====== MATERIAL SHOWN

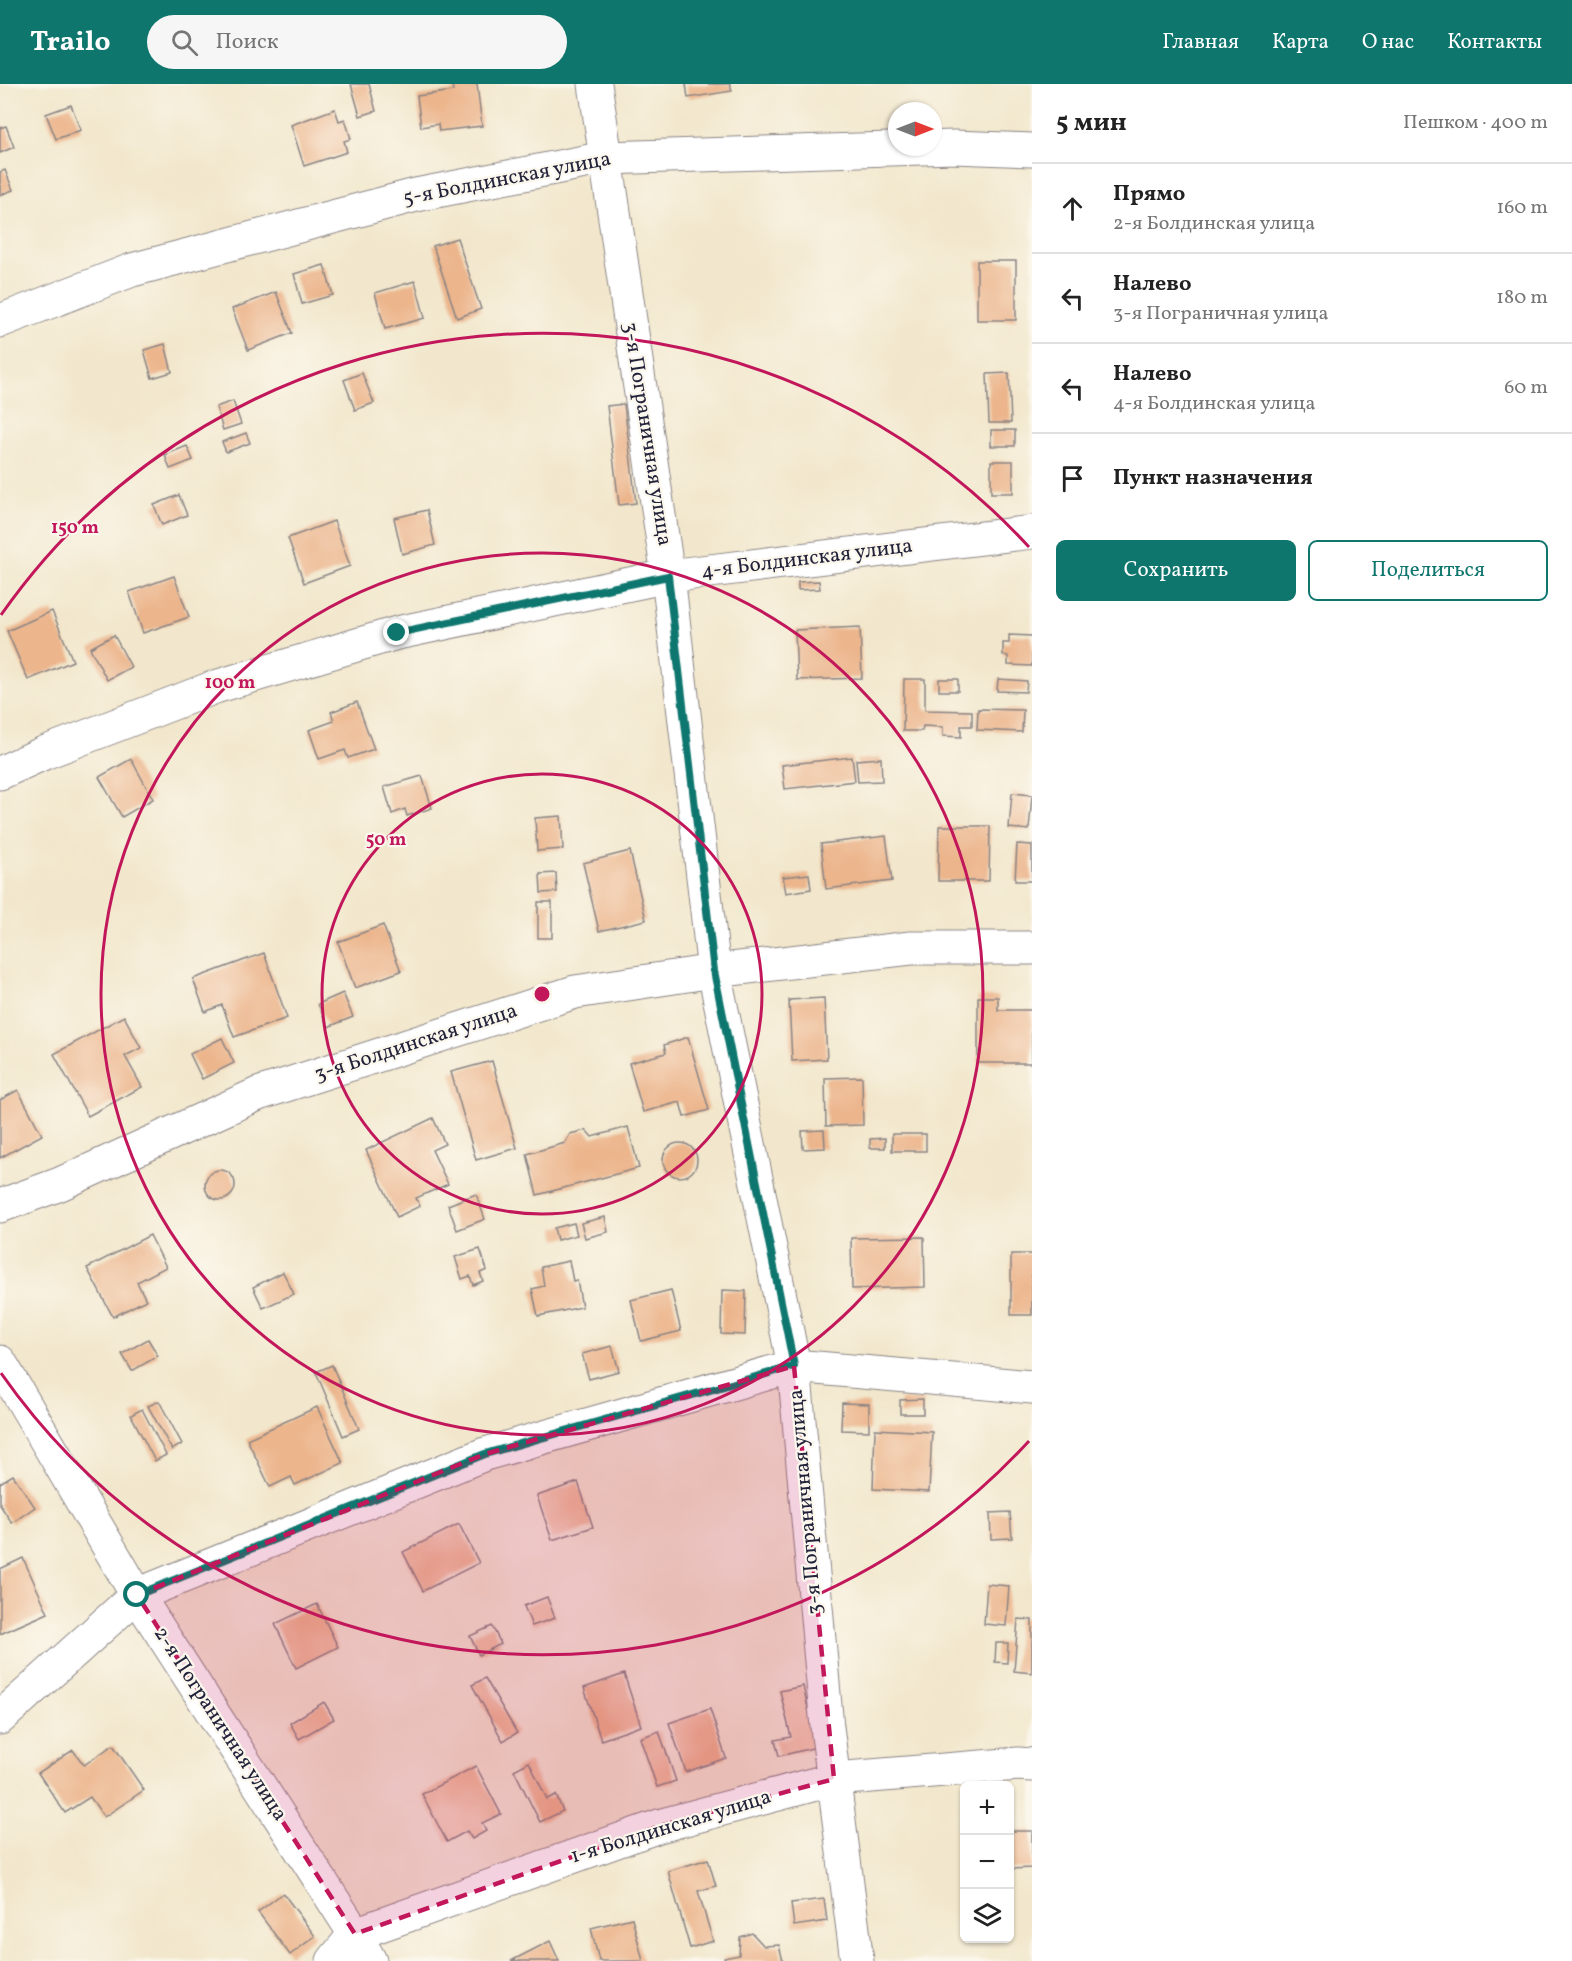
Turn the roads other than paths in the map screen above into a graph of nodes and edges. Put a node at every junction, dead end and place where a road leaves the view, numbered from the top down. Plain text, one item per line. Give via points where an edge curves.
1 (595, 84) edge
2 (1032, 150) edge
3 (605, 158) junction
4 (0, 321) edge
5 (1032, 532) edge
6 (668, 576) junction
7 (0, 773) edge
8 (1032, 948) edge
9 (714, 971) junction
10 (0, 1206) edge
11 (0, 1362) edge
12 (794, 1366) junction
13 (1032, 1387) edge
14 (137, 1595) junction
15 (0, 1718) edge
16 (1032, 1765) edge
17 (834, 1779) junction
18 (363, 1947) edge
19 (333, 1961) edge
20 (857, 1961) edge

1 - 3 street, 3-я Пограничная улица
2 - 3 street, 5-я Болдинская улица via 954,147
3 - 4 street, 5-я Болдинская улица via 416,195 132,270
3 - 6 street, 3-я Пограничная улица
5 - 6 street, 4-я Болдинская улица
6 - 7 street, 4-я Болдинская улица via 397,633 215,687
6 - 9 street, 3-я Пограничная улица
8 - 9 street, 3-я Болдинская улица via 911,948
9 - 10 street, 3-я Болдинская улица via 575,992 258,1094 60,1184
9 - 12 street, 3-я Пограничная улица
11 - 14 street, 2-я Пограничная улица
12 - 13 street
12 - 14 street via 485,1454
12 - 17 street, 3-я Пограничная улица
14 - 15 street
14 - 18 street, 2-я Пограничная улица
16 - 17 street, 1-я Болдинская улица
17 - 18 street, 1-я Болдинская улица via 659,1826
17 - 20 street, 3-я Пограничная улица
18 - 19 street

============

• [TASK TO COMPLETE]: Transcribe the whole listing exactly as it stands, apart from the pictures.

• [SOLUTION TO THE EXERCISE]:
Turn the roads other than paths in the map screen above into a graph of nodes and edges. Put a node at every junction, dead end and place where a road leaves the view, numbered from the top down. Plain text, one item per line. Give via points where an edge curves.
1 (595, 84) edge
2 (1032, 150) edge
3 (605, 158) junction
4 (0, 321) edge
5 (1032, 532) edge
6 (668, 576) junction
7 (0, 773) edge
8 (1032, 948) edge
9 (714, 971) junction
10 (0, 1206) edge
11 (0, 1362) edge
12 (794, 1366) junction
13 (1032, 1387) edge
14 (137, 1595) junction
15 (0, 1718) edge
16 (1032, 1765) edge
17 (834, 1779) junction
18 (363, 1947) edge
19 (333, 1961) edge
20 (857, 1961) edge

1 - 3 street, 3-я Пограничная улица
2 - 3 street, 5-я Болдинская улица via 954,147
3 - 4 street, 5-я Болдинская улица via 416,195 132,270
3 - 6 street, 3-я Пограничная улица
5 - 6 street, 4-я Болдинская улица
6 - 7 street, 4-я Болдинская улица via 397,633 215,687
6 - 9 street, 3-я Пограничная улица
8 - 9 street, 3-я Болдинская улица via 911,948
9 - 10 street, 3-я Болдинская улица via 575,992 258,1094 60,1184
9 - 12 street, 3-я Пограничная улица
11 - 14 street, 2-я Пограничная улица
12 - 13 street
12 - 14 street via 485,1454
12 - 17 street, 3-я Пограничная улица
14 - 15 street
14 - 18 street, 2-я Пограничная улица
16 - 17 street, 1-я Болдинская улица
17 - 18 street, 1-я Болдинская улица via 659,1826
17 - 20 street, 3-я Пограничная улица
18 - 19 street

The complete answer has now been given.